SUR LA VALEUR DU MOT ÂVÊṆIKA.
(Ci-dessus, chap. iii, f. 37 a, p. 362.)

J’ai annoncé, dans, la note relative au chapitre iii, f. 87 a, p. 362, que j’examinerais l’expression difficile d’âvêṇika, que je traduisais, dans le principe par « lois homogènes, » et que je propose de rendre maintenant par « lois indépendantes » ou « lois d’indépendance. » On trouve ces lois plus souvent citées qu’expliquées dans les livres religieux du Népal, et elles se présentent à chaque instant dans notre Lotus. Comme elles sont dénombrées dans le texte auquel se réfère cette note, c’est bien le lieu de placer dans cet endroit même le résultat des recherches que j’ai faites à ce sujet, et que j’avais déjà précédemment annoncées, chap. ii, f. 19 a, p. 346.

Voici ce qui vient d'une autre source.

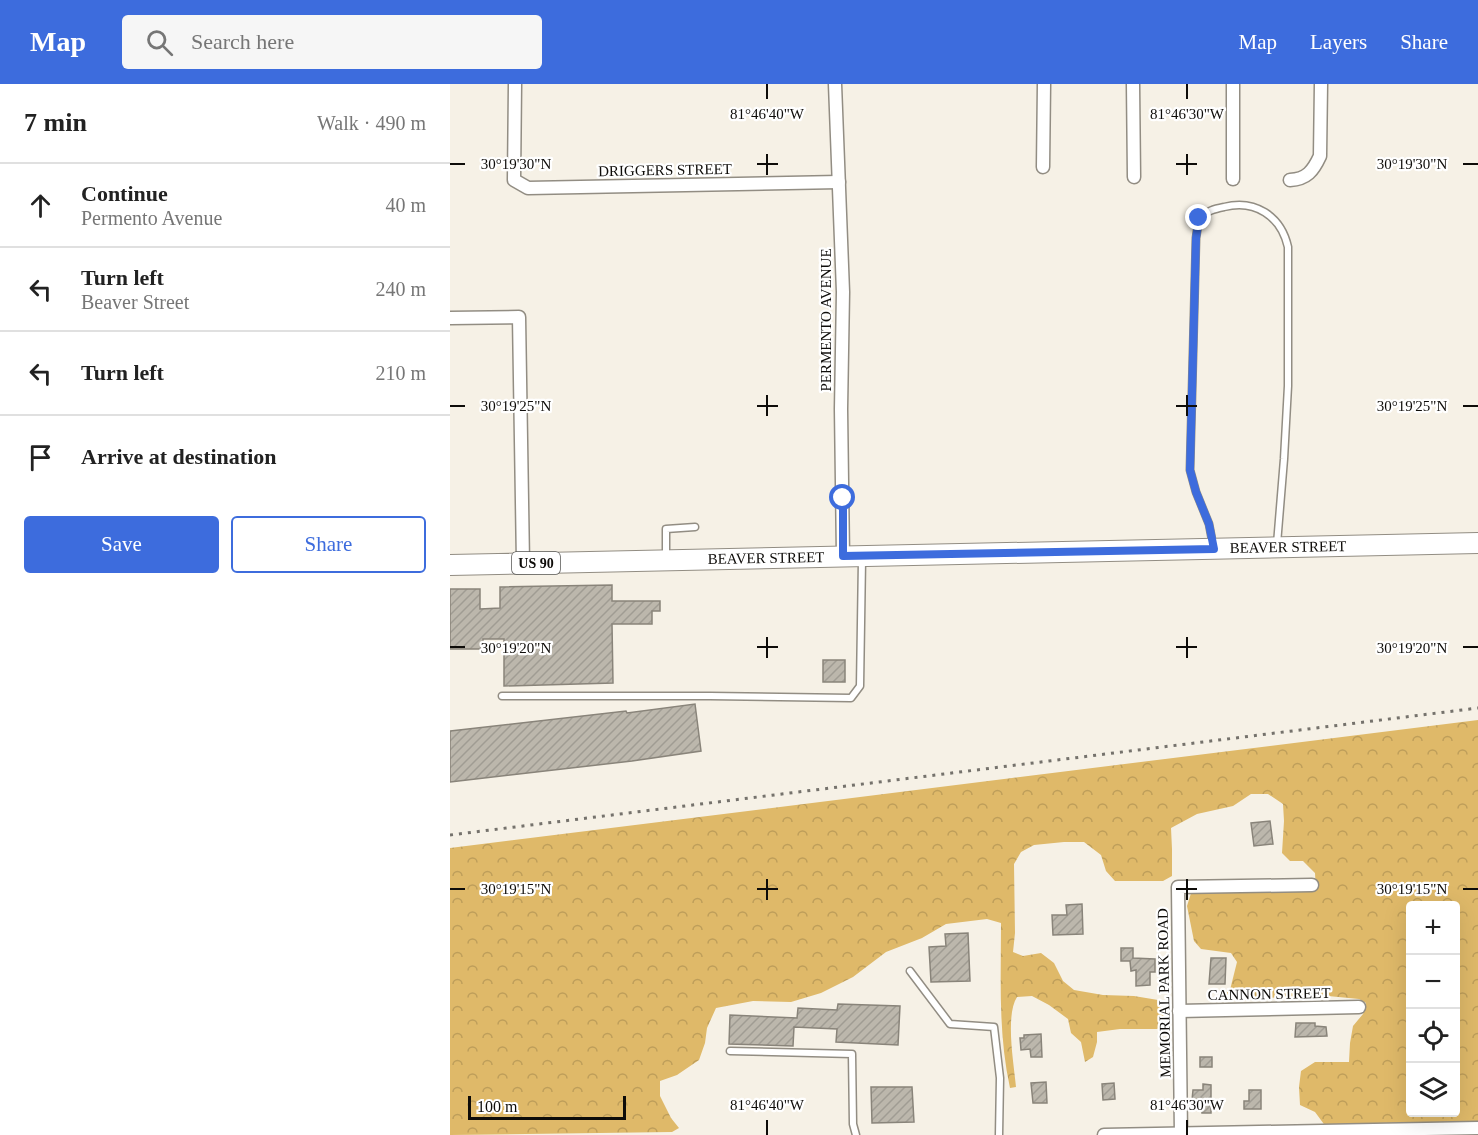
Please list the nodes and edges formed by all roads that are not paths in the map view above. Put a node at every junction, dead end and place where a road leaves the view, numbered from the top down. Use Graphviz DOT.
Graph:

Il y a deux choses à considérer dans ce terme, d’abord sa forme et sa valeur étymologiques, puis l’application qu’on en fait à la morale, c’est-à-dire les conditions ou qualités qu’il désigne. En premier lieu, âvêṇika est une épithète que les textes nous montrent toujours en rapport avec le mot dharma, de cette manière : « loi (ou condition) dite âvêṇika. » Le thème d’où dérive cette épithète est avêṇi, mot que je trouve expliqué de la manière suivante dans une glose de l’Abhidkarmakôça vyâkhyâ ; il est nécessaire de transcrire et de traduire ici cette glose : Samparkô vêṇiḥ ityutchyatê navêṇir avêṇiḥ prĭthagbhâva ityarthâḥ. Evam̃ hyuktam avêṇir Bhagavân avenir bhikchu­sam̃gha iti prĭthag Bhagavân prĭthag bhikchu­sam̃gha ityabhiprâyaḥ ; avêṇyâ tcharaty âvêṇikî nânyânu­çayasahatchâriṇîty arthaḥ. « Le contact (ou le mélange) se nomme vêṇi ; l’absence de mélange est avêṇi, c’est-à-dire l’état d’être séparé (l’isolement ou l’indépendance). Ainsi quand on dit Bhagavat n’est pas mêlé, l’Assemblée des Religieux n’est pas mêlée, on a l’intention de dire : Bhagavat est indépendant, l’Assemblée des Religieux est indépendante. Une science qui marche avec absence de mélange se dit âvêṇiki, c’est-à-dire qu’elle ne marche pas avec la pensée d’autre chose[1]. » Il résulte de cette glose, que dans âvêṇika il y a la négation d’un état exprimé par le terme de vêṇi, et que ce terme est pris dans le sens de mélange, qu’il tient de sa signification primitive de confluent. Voilà pour la valeur étymologique.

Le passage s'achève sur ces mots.